[WHAT IS EXPECTED]
Retype the records below word for word and omit any image.

[Records drawn from a dataset]
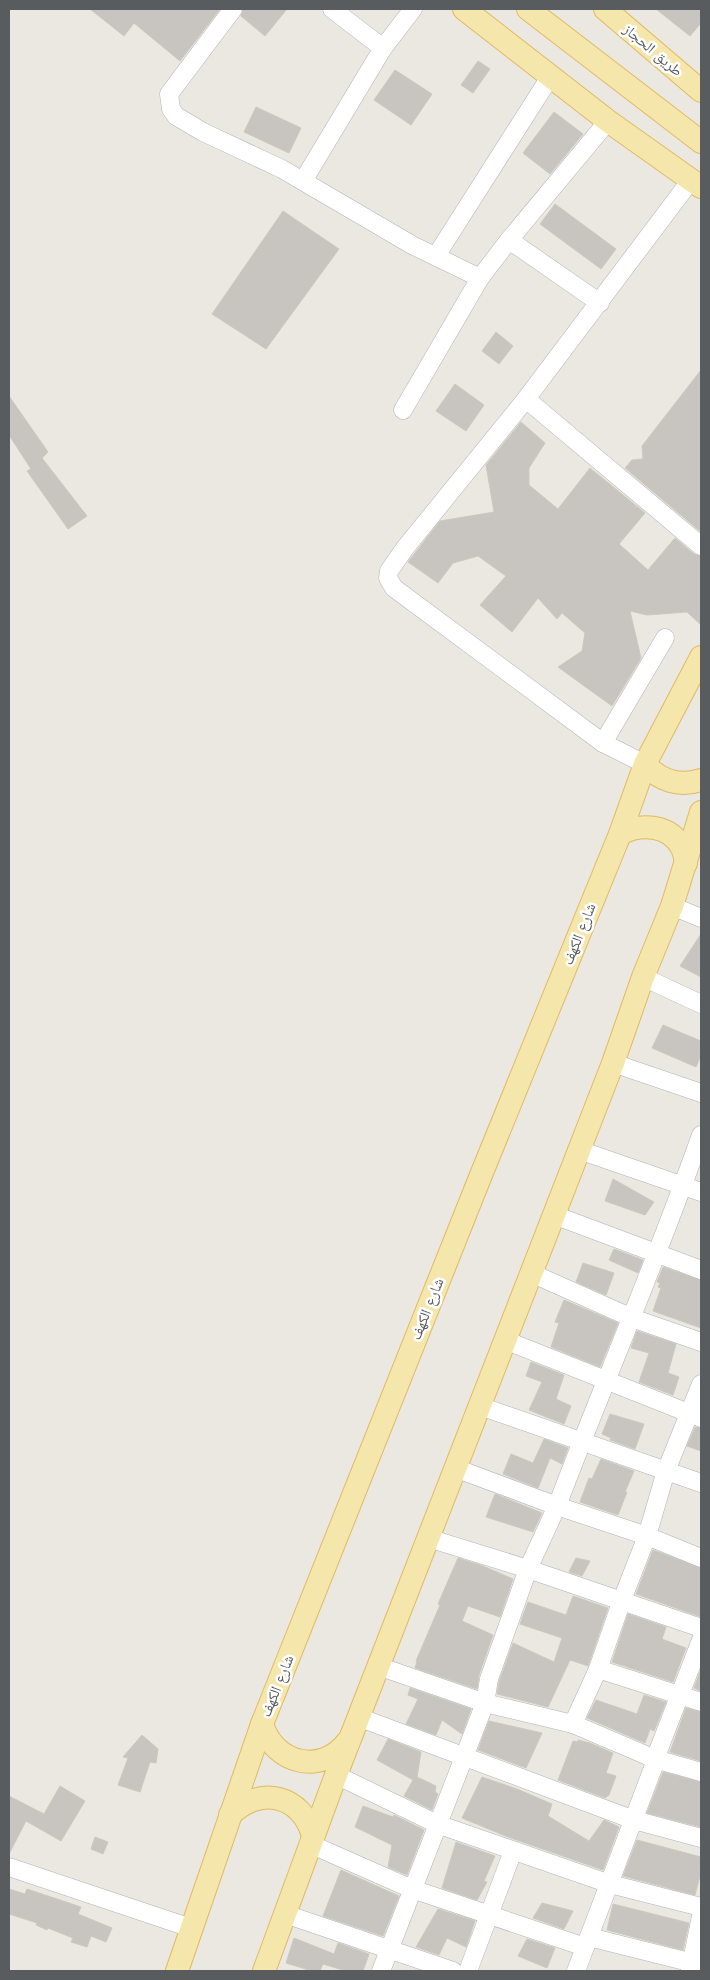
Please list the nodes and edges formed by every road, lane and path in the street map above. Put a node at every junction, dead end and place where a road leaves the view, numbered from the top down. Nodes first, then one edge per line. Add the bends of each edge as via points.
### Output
1 (233, 9) edge
2 (332, 9) edge
3 (413, 9) edge
4 (464, 9) edge
5 (528, 9) edge
6 (605, 9) edge
7 (383, 48) junction
8 (550, 77) junction
9 (701, 91) edge
10 (608, 122) junction
11 (701, 142) edge
12 (303, 181) junction
13 (696, 184) edge
14 (509, 240) junction
15 (436, 256) junction
16 (480, 278) junction
17 (600, 303) junction
18 (526, 399) junction
19 (404, 410) dead end
20 (701, 546) edge
21 (665, 638) dead end
22 (701, 657) edge
23 (603, 743) junction
24 (645, 764) junction
25 (701, 780) edge
26 (701, 816) edge
27 (620, 834) junction
28 (686, 863) junction
29 (672, 906) junction
30 (701, 918) edge
31 (643, 977) junction
32 (701, 1004) edge
33 (613, 1063) junction
34 (701, 1093) edge
35 (701, 1135) edge
36 (579, 1150) junction
37 (684, 1185) junction
38 (701, 1192) edge
39 (554, 1214) junction
40 (658, 1254) junction
41 (701, 1270) edge
42 (531, 1273) junction
43 (632, 1318) junction
44 (505, 1340) junction
45 (701, 1342) edge
46 (606, 1380) junction
47 (701, 1384) edge
48 (480, 1406) junction
49 (695, 1416) edge
50 (582, 1441) junction
51 (455, 1468) junction
52 (666, 1471) junction
53 (701, 1483) edge
54 (557, 1506) junction
55 (647, 1536) junction
56 (428, 1538) junction
57 (701, 1558) edge
58 (528, 1569) junction
59 (622, 1600) junction
60 (701, 1628) edge
61 (701, 1640) edge
62 (378, 1666) junction
63 (598, 1669) junction
64 (679, 1695) junction
65 (701, 1702) edge
66 (485, 1703) junction
67 (358, 1717) junction
68 (262, 1724) junction
69 (573, 1724) junction
70 (350, 1738) junction
71 (463, 1758) junction
72 (655, 1759) junction
73 (701, 1772) edge
74 (336, 1775) junction
75 (230, 1815) junction
76 (634, 1820) junction
77 (437, 1824) junction
78 (701, 1838) edge
79 (312, 1840) junction
80 (513, 1851) junction
81 (9, 1867) edge
82 (610, 1884) junction
83 (412, 1889) junction
84 (701, 1907) edge
85 (285, 1914) junction
86 (489, 1916) junction
87 (701, 1916) edge
88 (191, 1928) junction
89 (587, 1942) junction
90 (389, 1950) junction
91 (695, 1967) edge
92 (177, 1971) edge
93 (264, 1971) edge
94 (381, 1971) edge
95 (453, 1971) edge
96 (468, 1971) edge
97 (576, 1971) edge

1 - 12 street via 169,94 172,110 176,116 203,132
2 - 7 street
3 - 7 street
4 - 8 main road
5 - 11 main road
6 - 9 main road, طريق الحجاز
7 - 12 street
8 - 10 main road
8 - 15 street
10 - 13 main road
10 - 14 street
12 - 15 street
13 - 17 street
14 - 16 street
14 - 17 street
15 - 16 street
16 - 19 street
17 - 18 street
18 - 20 street
18 - 23 street via 405,548 389,571 388,578 394,588
21 - 23 street
22 - 24 main road, شارع الكهف
23 - 24 street
24 - 25 main road via 672,782
24 - 27 main road, شارع الكهف
26 - 28 main road
27 - 28 main road via 645,826 663,830 682,848
27 - 68 main road, شارع الكهف
28 - 29 main road
29 - 30 street
29 - 31 main road
31 - 32 street
31 - 33 main road
33 - 34 street
33 - 36 main road
35 - 37 street
36 - 37 street
36 - 39 main road
37 - 38 street
37 - 40 street
39 - 40 street
39 - 42 main road
40 - 41 street
40 - 43 street
42 - 43 street
42 - 44 main road
43 - 45 street
43 - 46 street
44 - 46 street
44 - 48 main road
46 - 49 street
46 - 50 street
47 - 49 street
48 - 50 street
48 - 51 main road
49 - 52 street
50 - 52 street
50 - 54 street
51 - 54 street
51 - 56 main road
52 - 53 street
52 - 55 street
54 - 55 street
54 - 58 street
55 - 57 street
55 - 59 street
56 - 58 street
56 - 62 main road
58 - 59 street
58 - 66 street via 489,1679
59 - 60 street
59 - 63 street
61 - 64 street
62 - 66 street
62 - 67 main road
63 - 64 street
63 - 69 street
64 - 65 street
64 - 72 street
66 - 69 street
66 - 71 street
67 - 70 main road
67 - 71 street
68 - 70 main road via 275,1749 301,1761 329,1758
68 - 75 main road, شارع الكهف
69 - 72 street
70 - 74 main road
71 - 76 street
71 - 77 street
72 - 73 street
72 - 76 street
74 - 77 street
74 - 79 main road
75 - 79 main road via 254,1799 284,1800 306,1818
75 - 88 main road, شارع الكهف
76 - 78 street
76 - 82 street
77 - 80 street
77 - 83 street
79 - 83 street
79 - 85 main road
80 - 82 street
80 - 86 street
81 - 88 street
82 - 84 street
82 - 89 street
83 - 86 street
83 - 90 street
85 - 90 street
85 - 93 main road
86 - 89 street
86 - 96 street
87 - 91 street
88 - 92 main road, شارع الكهف
89 - 91 street
89 - 97 street
90 - 94 street
90 - 95 street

[RESPONSE]
Please list the nodes and edges formed by every road, lane and path in the street map above. Put a node at every junction, dead end and place where a road leaves the view, numbered from the top down. Nodes first, then one edge per line. Add the bends of each edge as via points.
### Output
1 (233, 9) edge
2 (332, 9) edge
3 (413, 9) edge
4 (464, 9) edge
5 (528, 9) edge
6 (605, 9) edge
7 (383, 48) junction
8 (550, 77) junction
9 (701, 91) edge
10 (608, 122) junction
11 (701, 142) edge
12 (303, 181) junction
13 (696, 184) edge
14 (509, 240) junction
15 (436, 256) junction
16 (480, 278) junction
17 (600, 303) junction
18 (526, 399) junction
19 (404, 410) dead end
20 (701, 546) edge
21 (665, 638) dead end
22 (701, 657) edge
23 (603, 743) junction
24 (645, 764) junction
25 (701, 780) edge
26 (701, 816) edge
27 (620, 834) junction
28 (686, 863) junction
29 (672, 906) junction
30 (701, 918) edge
31 (643, 977) junction
32 (701, 1004) edge
33 (613, 1063) junction
34 (701, 1093) edge
35 (701, 1135) edge
36 (579, 1150) junction
37 (684, 1185) junction
38 (701, 1192) edge
39 (554, 1214) junction
40 (658, 1254) junction
41 (701, 1270) edge
42 (531, 1273) junction
43 (632, 1318) junction
44 (505, 1340) junction
45 (701, 1342) edge
46 (606, 1380) junction
47 (701, 1384) edge
48 (480, 1406) junction
49 (695, 1416) edge
50 (582, 1441) junction
51 (455, 1468) junction
52 (666, 1471) junction
53 (701, 1483) edge
54 (557, 1506) junction
55 (647, 1536) junction
56 (428, 1538) junction
57 (701, 1558) edge
58 (528, 1569) junction
59 (622, 1600) junction
60 (701, 1628) edge
61 (701, 1640) edge
62 (378, 1666) junction
63 (598, 1669) junction
64 (679, 1695) junction
65 (701, 1702) edge
66 (485, 1703) junction
67 (358, 1717) junction
68 (262, 1724) junction
69 (573, 1724) junction
70 (350, 1738) junction
71 (463, 1758) junction
72 (655, 1759) junction
73 (701, 1772) edge
74 (336, 1775) junction
75 (230, 1815) junction
76 (634, 1820) junction
77 (437, 1824) junction
78 (701, 1838) edge
79 (312, 1840) junction
80 (513, 1851) junction
81 (9, 1867) edge
82 (610, 1884) junction
83 (412, 1889) junction
84 (701, 1907) edge
85 (285, 1914) junction
86 (489, 1916) junction
87 (701, 1916) edge
88 (191, 1928) junction
89 (587, 1942) junction
90 (389, 1950) junction
91 (695, 1967) edge
92 (177, 1971) edge
93 (264, 1971) edge
94 (381, 1971) edge
95 (453, 1971) edge
96 (468, 1971) edge
97 (576, 1971) edge

1 - 12 street via 169,94 172,110 176,116 203,132
2 - 7 street
3 - 7 street
4 - 8 main road
5 - 11 main road
6 - 9 main road, طريق الحجاز
7 - 12 street
8 - 10 main road
8 - 15 street
10 - 13 main road
10 - 14 street
12 - 15 street
13 - 17 street
14 - 16 street
14 - 17 street
15 - 16 street
16 - 19 street
17 - 18 street
18 - 20 street
18 - 23 street via 405,548 389,571 388,578 394,588
21 - 23 street
22 - 24 main road, شارع الكهف
23 - 24 street
24 - 25 main road via 672,782
24 - 27 main road, شارع الكهف
26 - 28 main road
27 - 28 main road via 645,826 663,830 682,848
27 - 68 main road, شارع الكهف
28 - 29 main road
29 - 30 street
29 - 31 main road
31 - 32 street
31 - 33 main road
33 - 34 street
33 - 36 main road
35 - 37 street
36 - 37 street
36 - 39 main road
37 - 38 street
37 - 40 street
39 - 40 street
39 - 42 main road
40 - 41 street
40 - 43 street
42 - 43 street
42 - 44 main road
43 - 45 street
43 - 46 street
44 - 46 street
44 - 48 main road
46 - 49 street
46 - 50 street
47 - 49 street
48 - 50 street
48 - 51 main road
49 - 52 street
50 - 52 street
50 - 54 street
51 - 54 street
51 - 56 main road
52 - 53 street
52 - 55 street
54 - 55 street
54 - 58 street
55 - 57 street
55 - 59 street
56 - 58 street
56 - 62 main road
58 - 59 street
58 - 66 street via 489,1679
59 - 60 street
59 - 63 street
61 - 64 street
62 - 66 street
62 - 67 main road
63 - 64 street
63 - 69 street
64 - 65 street
64 - 72 street
66 - 69 street
66 - 71 street
67 - 70 main road
67 - 71 street
68 - 70 main road via 275,1749 301,1761 329,1758
68 - 75 main road, شارع الكهف
69 - 72 street
70 - 74 main road
71 - 76 street
71 - 77 street
72 - 73 street
72 - 76 street
74 - 77 street
74 - 79 main road
75 - 79 main road via 254,1799 284,1800 306,1818
75 - 88 main road, شارع الكهف
76 - 78 street
76 - 82 street
77 - 80 street
77 - 83 street
79 - 83 street
79 - 85 main road
80 - 82 street
80 - 86 street
81 - 88 street
82 - 84 street
82 - 89 street
83 - 86 street
83 - 90 street
85 - 90 street
85 - 93 main road
86 - 89 street
86 - 96 street
87 - 91 street
88 - 92 main road, شارع الكهف
89 - 91 street
89 - 97 street
90 - 94 street
90 - 95 street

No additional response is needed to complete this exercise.